During a conversation with NJBIZ in May, Loveman said, "We continue to be enthusiastic about Atlantic City." He said the buyout represents a "change of ownership, not a change of direction." Being private has its advantages, like not spending time serving investors and answering questions from reporters and analysts, Loveman said. "We can focus on creating casinos," he said.
And what about access to cash that stockholders bring? "When you do $3 billion cash flow," he said, "you have no cash-access problems."

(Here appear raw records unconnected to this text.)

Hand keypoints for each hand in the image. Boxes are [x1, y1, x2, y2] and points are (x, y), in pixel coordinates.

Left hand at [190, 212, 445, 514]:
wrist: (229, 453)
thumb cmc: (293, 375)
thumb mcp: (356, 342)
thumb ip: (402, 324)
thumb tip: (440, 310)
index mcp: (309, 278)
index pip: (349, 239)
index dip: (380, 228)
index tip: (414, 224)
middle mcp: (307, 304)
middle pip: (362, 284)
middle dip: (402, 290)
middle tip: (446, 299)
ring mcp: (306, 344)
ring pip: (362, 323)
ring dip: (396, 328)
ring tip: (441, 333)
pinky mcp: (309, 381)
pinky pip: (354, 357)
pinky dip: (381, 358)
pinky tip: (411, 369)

But some observers — including Atlantic City employee unions — wonder if the pair of private equity firms will operate like the new owner of Atlantic City's Tropicana Casino and Resort. Columbia Sussex, the private casino company that acquired the Tropicana last year, has laid off 700 employees, 15 percent of the casino-hotel's workforce. The company says that the casino was overstaffed. But Local 54 Unite Here, the hotel and restaurant employees union, says that the job cuts and related service cuts have relegated the casino to a second-class facility. Tropicana's revenue has dropped 7 percent over the first six months of the year since Columbia Sussex took over. By comparison, the entire Atlantic City market has fallen 4 percent.
"You look at the Tropicana and the layoffs and you wonder if the goal of the (firms) buying Harrah's is to turn these places around and make them profitable as possible in the short term and then flip them to make a profit," said Richard C. Perniciaro, director of the Center for Regional Business and Research at Atlantic Cape Community College. "No one is sure what the answer is to that question. For workers, there's a lot of anxiety."

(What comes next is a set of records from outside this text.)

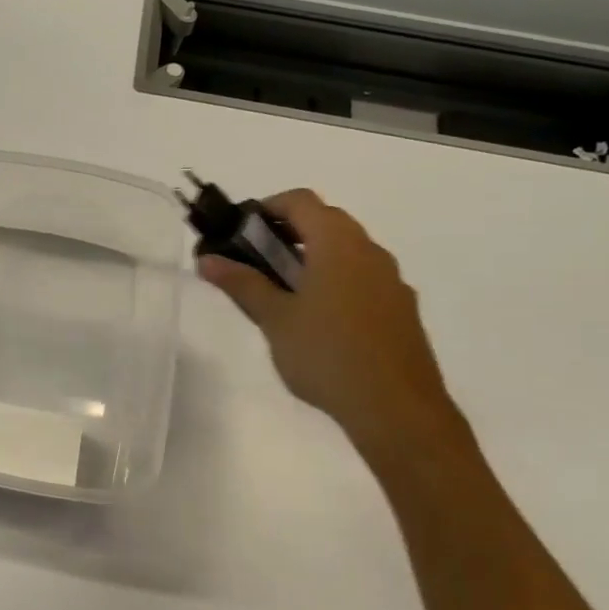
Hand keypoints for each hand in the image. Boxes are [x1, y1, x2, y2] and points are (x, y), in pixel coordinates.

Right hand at [199, 190, 454, 448]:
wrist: (397, 408)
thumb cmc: (327, 354)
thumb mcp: (275, 319)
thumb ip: (242, 283)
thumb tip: (207, 258)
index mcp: (338, 244)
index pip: (301, 201)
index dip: (267, 207)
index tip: (240, 232)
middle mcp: (370, 251)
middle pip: (326, 221)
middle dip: (287, 233)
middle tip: (254, 262)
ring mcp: (391, 280)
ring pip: (346, 251)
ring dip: (312, 258)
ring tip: (282, 294)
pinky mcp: (401, 309)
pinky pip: (362, 278)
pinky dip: (335, 281)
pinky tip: (319, 322)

But Mike Pollock, publisher of the Gaming Industry Observer, an Atlantic City-based newsletter that tracks trends in the gaming industry, says reinvestment and good management has nothing to do with public or private ownership. "Good management is good management regardless of whether they report to public
stockholders or private equity," Pollock said. "One could argue that a private company has more freedom to plan for the long term because they don't have
to worry about reporting to analysts and stockholders."

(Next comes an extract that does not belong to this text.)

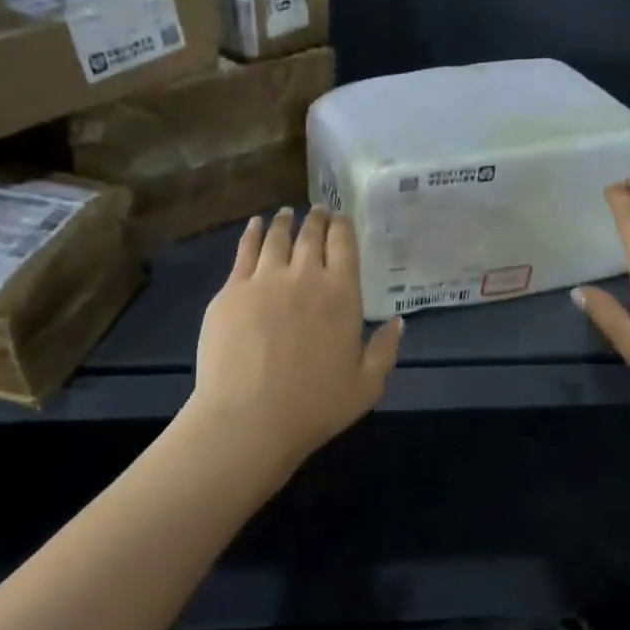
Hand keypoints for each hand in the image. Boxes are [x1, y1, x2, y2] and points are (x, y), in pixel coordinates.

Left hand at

The key factor is the new owners' true intentions, said Rummy Pandit, assistant dean and executive director of hospitality management at Rutgers-Camden School of Business.
"If the private operators are in for the long term, I don't think there would be a significant change," Pandit said. "But if not, there may be some changes. They may start shedding properties and selling them piecemeal."
There's nothing inherently good or bad about private ownership, adds Naroff, the Commerce Bank economist.
"They are walking into an extremely competitive market, so the question isn't who's buying. The question is what are they going to do with it? Will they have the money to keep up Harrah's momentum?" Naroff asked. "It's not cheap to operate in Atlantic City. If they invest more money, it's likely to be good for the industry and the economy of Atlantic City."